(Data section Opens)

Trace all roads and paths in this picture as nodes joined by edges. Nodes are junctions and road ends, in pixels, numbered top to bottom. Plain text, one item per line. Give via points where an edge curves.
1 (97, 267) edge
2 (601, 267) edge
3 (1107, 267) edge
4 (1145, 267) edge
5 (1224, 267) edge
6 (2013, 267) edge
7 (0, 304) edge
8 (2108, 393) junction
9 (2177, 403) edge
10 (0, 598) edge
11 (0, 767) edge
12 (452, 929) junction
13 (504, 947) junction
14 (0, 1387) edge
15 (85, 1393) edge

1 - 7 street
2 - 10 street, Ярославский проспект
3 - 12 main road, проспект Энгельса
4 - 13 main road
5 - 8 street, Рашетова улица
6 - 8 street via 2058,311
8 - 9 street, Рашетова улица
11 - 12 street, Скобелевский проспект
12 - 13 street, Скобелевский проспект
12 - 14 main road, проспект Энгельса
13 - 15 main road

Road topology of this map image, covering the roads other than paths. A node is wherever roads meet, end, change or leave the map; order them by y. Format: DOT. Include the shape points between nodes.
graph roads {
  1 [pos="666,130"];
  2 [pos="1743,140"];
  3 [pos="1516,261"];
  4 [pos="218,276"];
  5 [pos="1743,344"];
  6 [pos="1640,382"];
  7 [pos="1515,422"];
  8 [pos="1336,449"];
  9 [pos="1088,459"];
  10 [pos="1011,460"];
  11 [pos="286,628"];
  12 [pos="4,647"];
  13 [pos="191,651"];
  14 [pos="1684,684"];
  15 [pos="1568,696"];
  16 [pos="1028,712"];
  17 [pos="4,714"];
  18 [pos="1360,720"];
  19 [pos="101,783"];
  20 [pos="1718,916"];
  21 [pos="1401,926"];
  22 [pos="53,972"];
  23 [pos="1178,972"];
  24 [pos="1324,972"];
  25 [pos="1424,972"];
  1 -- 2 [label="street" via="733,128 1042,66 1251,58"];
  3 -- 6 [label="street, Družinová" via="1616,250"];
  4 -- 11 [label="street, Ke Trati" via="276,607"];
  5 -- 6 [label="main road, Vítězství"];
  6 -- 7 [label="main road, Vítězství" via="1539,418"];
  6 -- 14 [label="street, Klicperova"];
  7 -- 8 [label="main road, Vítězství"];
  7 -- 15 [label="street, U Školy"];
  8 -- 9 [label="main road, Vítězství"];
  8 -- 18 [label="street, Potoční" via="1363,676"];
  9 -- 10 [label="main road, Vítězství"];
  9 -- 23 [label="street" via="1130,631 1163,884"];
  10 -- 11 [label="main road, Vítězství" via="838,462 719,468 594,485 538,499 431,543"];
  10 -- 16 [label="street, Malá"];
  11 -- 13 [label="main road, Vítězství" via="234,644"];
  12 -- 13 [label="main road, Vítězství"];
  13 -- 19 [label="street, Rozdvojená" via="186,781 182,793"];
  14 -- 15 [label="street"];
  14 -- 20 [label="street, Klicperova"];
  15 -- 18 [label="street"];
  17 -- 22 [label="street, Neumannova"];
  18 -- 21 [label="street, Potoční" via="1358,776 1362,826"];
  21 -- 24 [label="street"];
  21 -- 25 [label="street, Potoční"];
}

(Data section Closes)

What the task requires: I need all of the records above retyped exactly, please.

Answer to this task:
Trace all roads and paths in this picture as nodes joined by edges. Nodes are junctions and road ends, in pixels, numbered top to bottom. Plain text, one item per line. Give via points where an edge curves.
1 (97, 267) edge
2 (601, 267) edge
3 (1107, 267) edge
4 (1145, 267) edge
5 (1224, 267) edge
6 (2013, 267) edge
7 (0, 304) edge
8 (2108, 393) junction
9 (2177, 403) edge
10 (0, 598) edge
11 (0, 767) edge
12 (452, 929) junction
13 (504, 947) junction
14 (0, 1387) edge
15 (85, 1393) edge

1 - 7 street
2 - 10 street, Ярославский проспект
3 - 12 main road, проспект Энгельса
4 - 13 main road
5 - 8 street, Рашетова улица
6 - 8 street via 2058,311
8 - 9 street, Рашетова улица
11 - 12 street, Скобелевский проспект
12 - 13 street, Скобелевский проспект
12 - 14 main road, проспект Энгельса
13 - 15 main road

Road topology of this map image, covering the roads other than paths. A node is wherever roads meet, end, change or leave the map; order them by y. Format: DOT. Include the shape points between nodes.
graph roads {
  1 [pos="666,130"];
  2 [pos="1743,140"];
  3 [pos="1516,261"];
  4 [pos="218,276"];
  5 [pos="1743,344"];
  6 [pos="1640,382"];
  7 [pos="1515,422"];
  8 [pos="1336,449"];
  9 [pos="1088,459"];
  10 [pos="1011,460"];
  11 [pos="286,628"];
  12 [pos="4,647"];
  13 [pos="191,651"];
  14 [pos="1684,684"];
  15 [pos="1568,696"];
  16 [pos="1028,712"];
  17 [pos="4,714"];
  18 [pos="1360,720"];
  19 [pos="101,783"];
  20 [pos="1718,916"];
  21 [pos="1401,926"];
  22 [pos="53,972"];
  23 [pos="1178,972"];
  24 [pos="1324,972"];
  25 [pos="1424,972"];
  1 -- 2 [label="street" via="733,128 1042,66 1251,58"];
  3 -- 6 [label="street, Družinová" via="1616,250"];
  4 -- 11 [label="street, Ke Trati" via="276,607"];
  5 -- 6 [label="main road, Vítězství"];
  6 -- 7 [label="main road, Vítězství" via="1539,418"];
  6 -- 14 [label="street, Klicperova"];
  7 -- 8 [label="main road, Vítězství"];
  7 -- 15 [label="street, U Školy"];
  8 -- 9 [label="main road, Vítězství"];
  8 -- 18 [label="street, Potoční" via="1363,676"];
  9 -- 10 [label="main road, Vítězství"];
  9 -- 23 [label="street" via="1130,631 1163,884"];
  10 -- 11 [label="main road, Vítězství" via="838,462 719,468 594,485 538,499 431,543"];
  10 -- 16 [label="street, Malá"];
  11 -- 13 [label="main road, Vítězství" via="234,644"];
  12 -- 13 [label="main road, Vítězství"];
  13 -- 19 [label="street, Rozdvojená" via="186,781 182,793"];
  14 -- 15 [label="street"];
  14 -- 20 [label="street, Klicperova"];
  15 -- 18 [label="street"];
  17 -- 22 [label="street, Neumannova"];
  18 -- 21 [label="street, Potoční" via="1358,776 1362,826"];
  21 -- 24 [label="street"];
  21 -- 25 [label="street, Potoční"];
}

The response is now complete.